(Dataset entries)
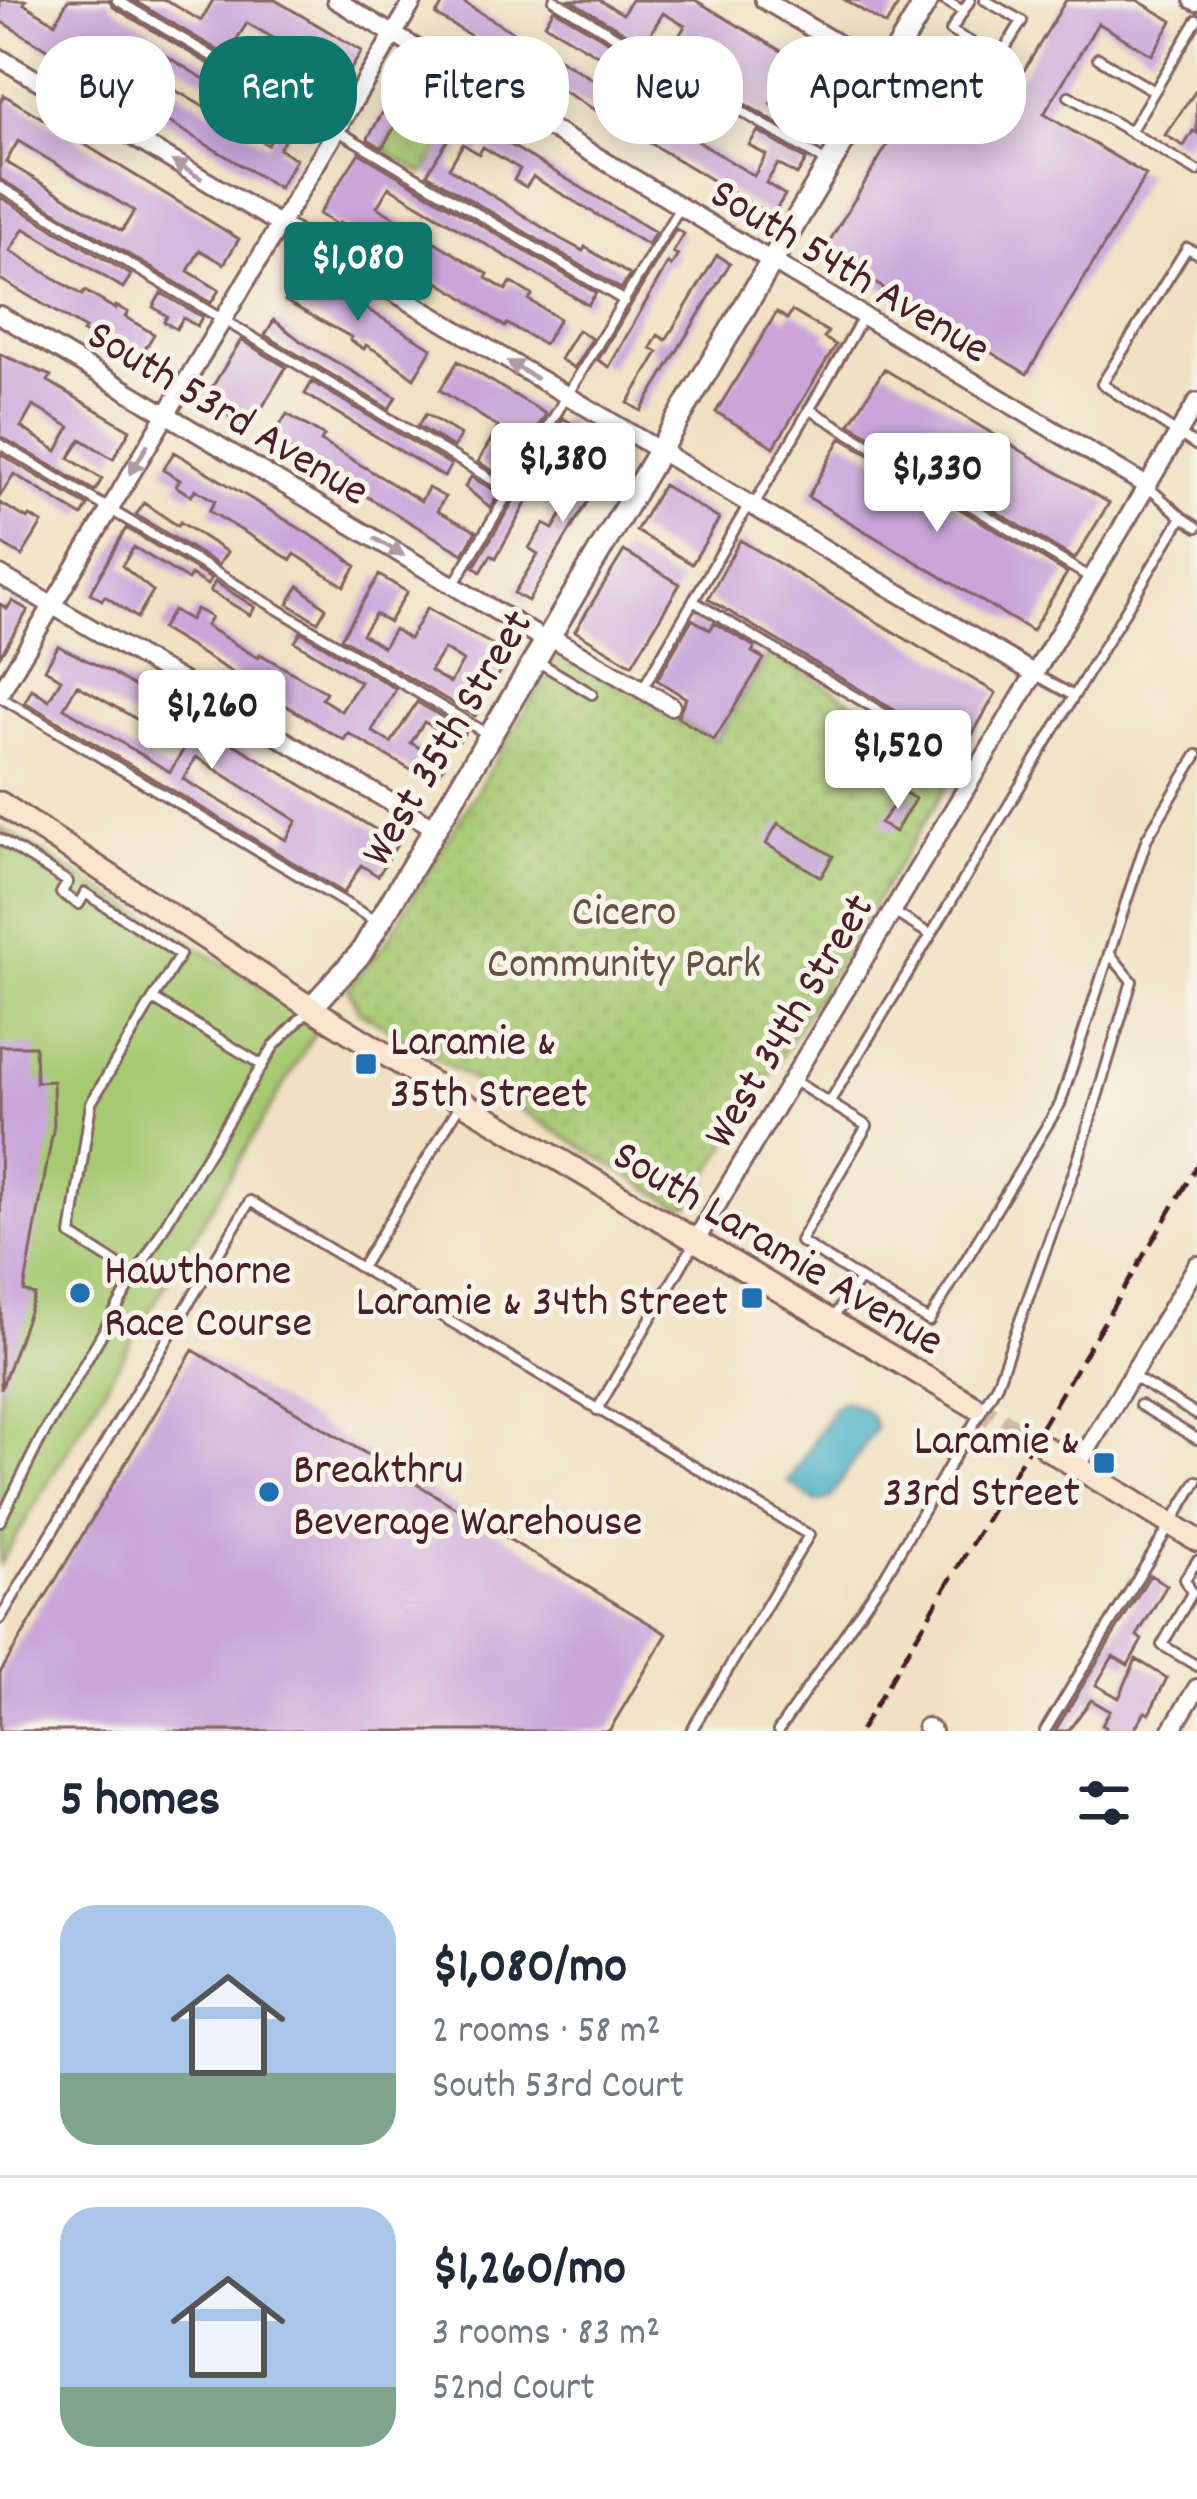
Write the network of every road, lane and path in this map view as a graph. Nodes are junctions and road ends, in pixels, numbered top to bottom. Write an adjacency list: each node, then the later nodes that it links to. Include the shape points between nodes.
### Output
1 (117, 0): 15 (lane)
2 (336, 0): 12 (street, South 54th Avenue)
3 (414, 0): 12 (street)
4 (554, 0): 25 (lane)
5 (764, 0): 13 (street)
6 (927, 0): 14 (street, West 35th Street)
7 (944, 0): 10 (lane)
8 (970, 0): 10 (lane)
9 (986, 0): 10 (lane, via 1022,21 999,58 951,31)
10 (963, 11)
11 (1197, 20): 18 (lane)
12 (393, 34): 19 (street); 28 (street, South 54th Avenue)
13 (824, 36)
14 (906, 36)
15 (199, 49)
16 (0, 58): 29 (street, one-way to 16)
17 (1098, 58): 18 (lane)
18 (1154, 92): 21 (lane)
19 (357, 95)
20 (1069, 96): 21 (lane)
21 (1130, 132): 26 (lane)
22 (357, 142): 32 (lane)
23 (328, 144): 29 (street)
24 (842, 144): 25 (street, West 35th Street)
25 (830, 164): 31 (street, West 35th Street)
26 (1197, 171)
27 (0, 187): 35 (lane)
28 (680, 208): 31 (street, South 54th Avenue); 32 (lane)
29 (279, 225): 35 (street); 36 (street, one-way to 29)
30 (1197, 254): 40 (lane, via 1186,248 1102,384)
31 (771, 262): 34 (street, South 54th Avenue); 43 (street, West 35th Street)
32 (625, 301): 36 (lane)
33 (0, 315): 39 (street, South 53rd Avenue)
34 (863, 317): 38 (lane); 44 (street, South 54th Avenue)
35 (224, 318): 39 (street); 45 (lane)
36 (567, 396): 43 (street); 45 (lane)
37 (1197, 402): 40 (street, West 34th Street)
38 (809, 409): 46 (lane); 51 (lane)
39 (166, 414): 47 (street, one-way to 47); 52 (street, South 53rd Avenue, one-way to 52)
40 (1178, 434): 42 (lane); 44 (street, West 34th Street)
41 (0, 444): 47 (lane)
42 (1197, 446)
43 (659, 451): 46 (street); 55 (street, West 35th Street)
44 (1147, 487): 48 (lane); 51 (street, West 34th Street)
45 (511, 491): 52 (lane)
46 (751, 506): 53 (lane); 56 (street)
47 (110, 510): 54 (street); 62 (lane)
48 (1182, 517): 49 (lane); 60 (lane)
49 (1197, 526)
50 (0, 575): 54 (street)
51 (1091, 579): 56 (street, West 34th Street)
52 (454, 586): 55 (street, South 53rd Avenue)
53 (693, 601): 57 (lane); 64 (lane)
54 (52, 606): 59 (street); 66 (street)
55 (543, 646): 57 (street, South 53rd Avenue); 58 (lane); 62 (street, West 35th Street)
56 (1035, 674): 60 (lane); 64 (street, West 34th Street)
57 (642, 689): 61 (street, South 53rd Avenue)
58 (592, 694)
59 (0, 695): 69 (lane)
60 (1074, 696): 70 (lane)
61 (671, 706)
62 (490, 735): 66 (street, West 35th Street)
63 (1197, 755): 71 (lane, via 1148,838)
64 (978, 769): 68 (street, West 34th Street)
65 (0, 803): 73 (main road, South Laramie Avenue)
66 (435, 828): 69 (street, West 35th Street)
67 (0, 839): 72 (lane, via 68,882 61,892 79,904 85,893 181,955)
68 (893, 911): 70 (lane); 75 (street, West 34th Street)
69 (379, 922): 73 (street, West 35th Street)
70 (932, 935): 77 (lane)
71 (1109, 953): 82 (lane, via 1060,1104 929,1321); 101 (lane, via 1132,981 997,1384 885,1576)
72 (153, 999): 74 (lane); 80 (lane, via 92,1102 71,1234)
73 (311, 1008): 74 (lane); 76 (main road, South Laramie Avenue)
74 (262, 1065): 80 (lane)
75 (792, 1080): 77 (lane); 78 (street, West 34th Street)
76 (462, 1102): 78 (main road, South Laramie Avenue); 79 (lane)
77 (829, 1102): 82 (lane, via 867,1126 800,1241)
78 (696, 1240): 83 (main road, South Laramie Avenue); 87 (lane)
79 (361, 1268): 87 (lane); 97 (lane, via 250,1201)
80 (136, 1276): 93 (lane)
81 (1194, 1277): 84 (street)
82 (860, 1280): 83 (lane)
83 (831, 1321): 86 (main road, South Laramie Avenue)
84 (1131, 1376): 88 (lane); 91 (street)
85 (1140, 1405): 89 (lane)
86 (974, 1406)
87 (597, 1411): 100 (lane, via 809,1535)
88 (1197, 1415)
89 (1197, 1439)
90 (1046, 1448): 91 (main road)
91 (1077, 1467): 94 (main road)
92 (1197, 1481): 94 (lane)
93 (0, 1521)
94 (1169, 1523): 95 (main road); 102 (lane)
95 (1197, 1540)
96 (1197, 1561): 98 (lane, via 1184,1580 1192,1593 1162,1645)
97 (0, 1619)
98 (1197, 1666)
99 (1197, 1688): 103 (street)
100 (691, 1731)
101 (778, 1731)
102 (1045, 1731)
103 (1171, 1731)

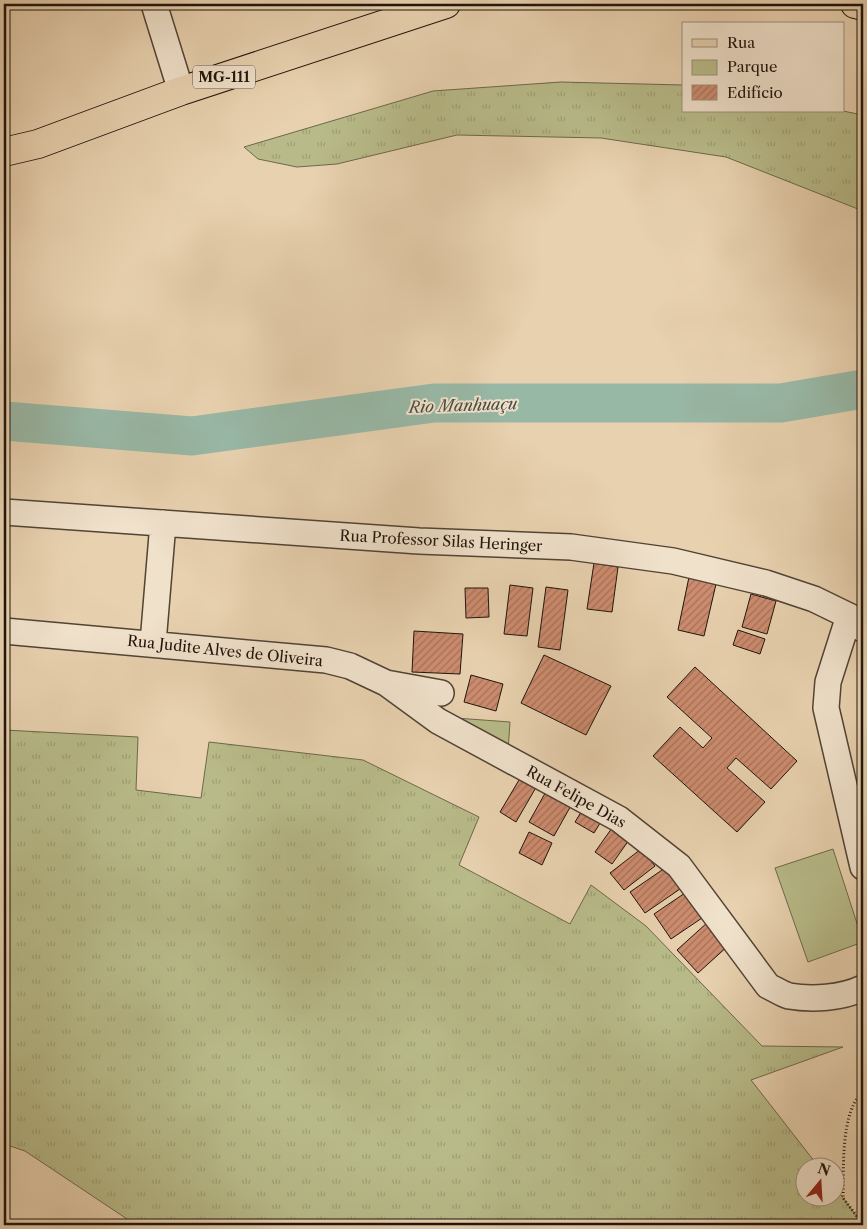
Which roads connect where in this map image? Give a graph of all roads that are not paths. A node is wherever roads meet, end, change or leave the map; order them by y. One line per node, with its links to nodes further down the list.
1 (154, 4): 5 (street)
2 (446, 4): 5 (main road, MG-111)
3 (855, 4): 4 (main road)
4 (863, 6)
5 (181, 91): 6 (main road, MG-111)
6 (4, 152)
7 (4, 512): 8 (street, Rua Professor Silas Heringer)
8 (163, 523): 9 (street, Rua Professor Silas Heringer); 11 (street)
9 (856, 623): 14 (street)
10 (4, 630): 11 (street, Rua Judite Alves de Oliveira)
11 (153, 644): 12 (street, Rua Judite Alves de Oliveira)
12 (386, 683): 13 (street, Rua Judite Alves de Oliveira); 15 (street, Rua Felipe Dias)
13 (441, 693)
14 (863, 867)
15 (863, 988)

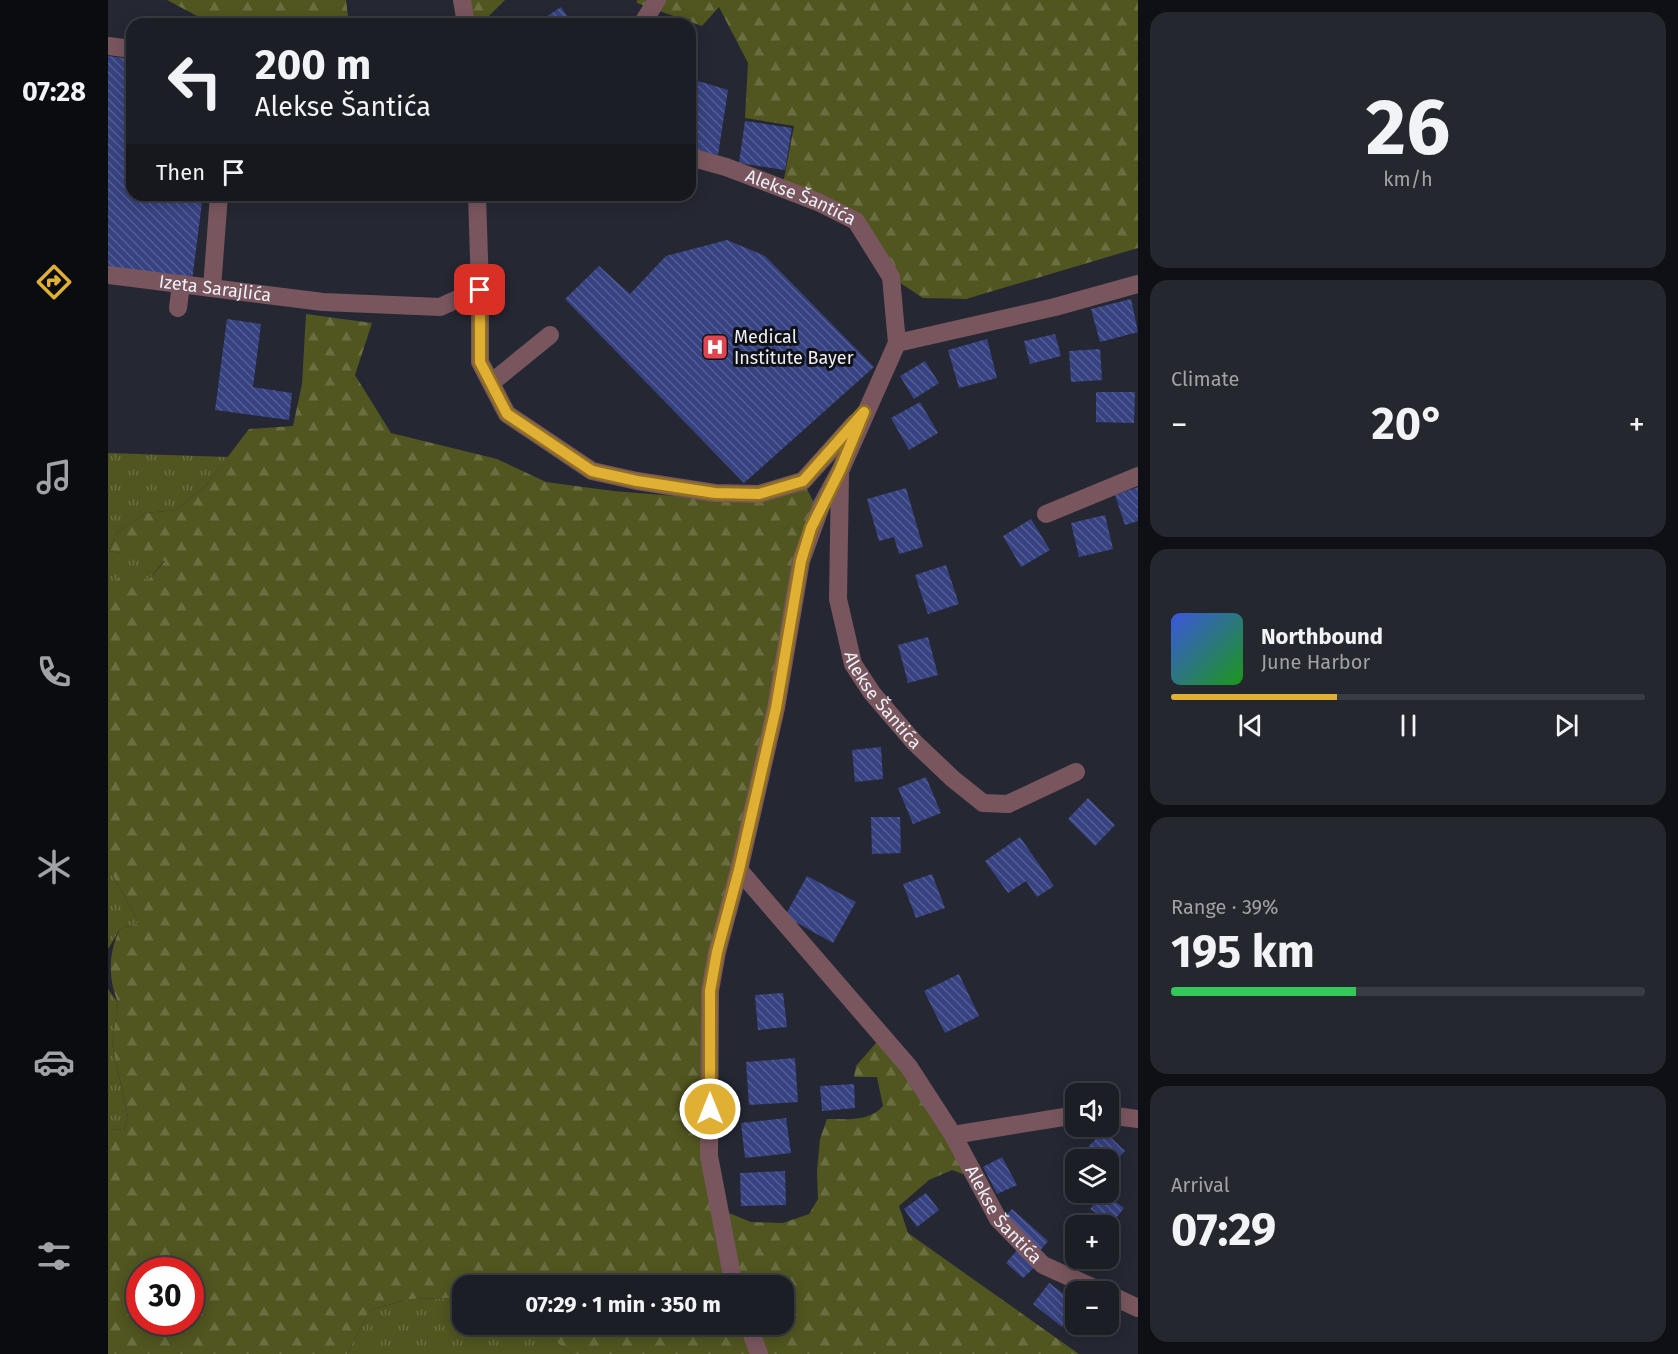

To do> Lines from the entries that contain the string "list" must be found and copied.

Output>
Write the network of every road, lane and path in this map view as a graph. Nodes are junctions and road ends, in pixels, numbered top to bottom. Write an adjacency list: each node, then the later nodes that it links to. Include the shape points between nodes.
Which roads connect where in this map image? Give a graph of all roads that are not paths. A node is wherever roads meet, end, change or leave the map; order them by y. One line per node, with its links to nodes further down the list.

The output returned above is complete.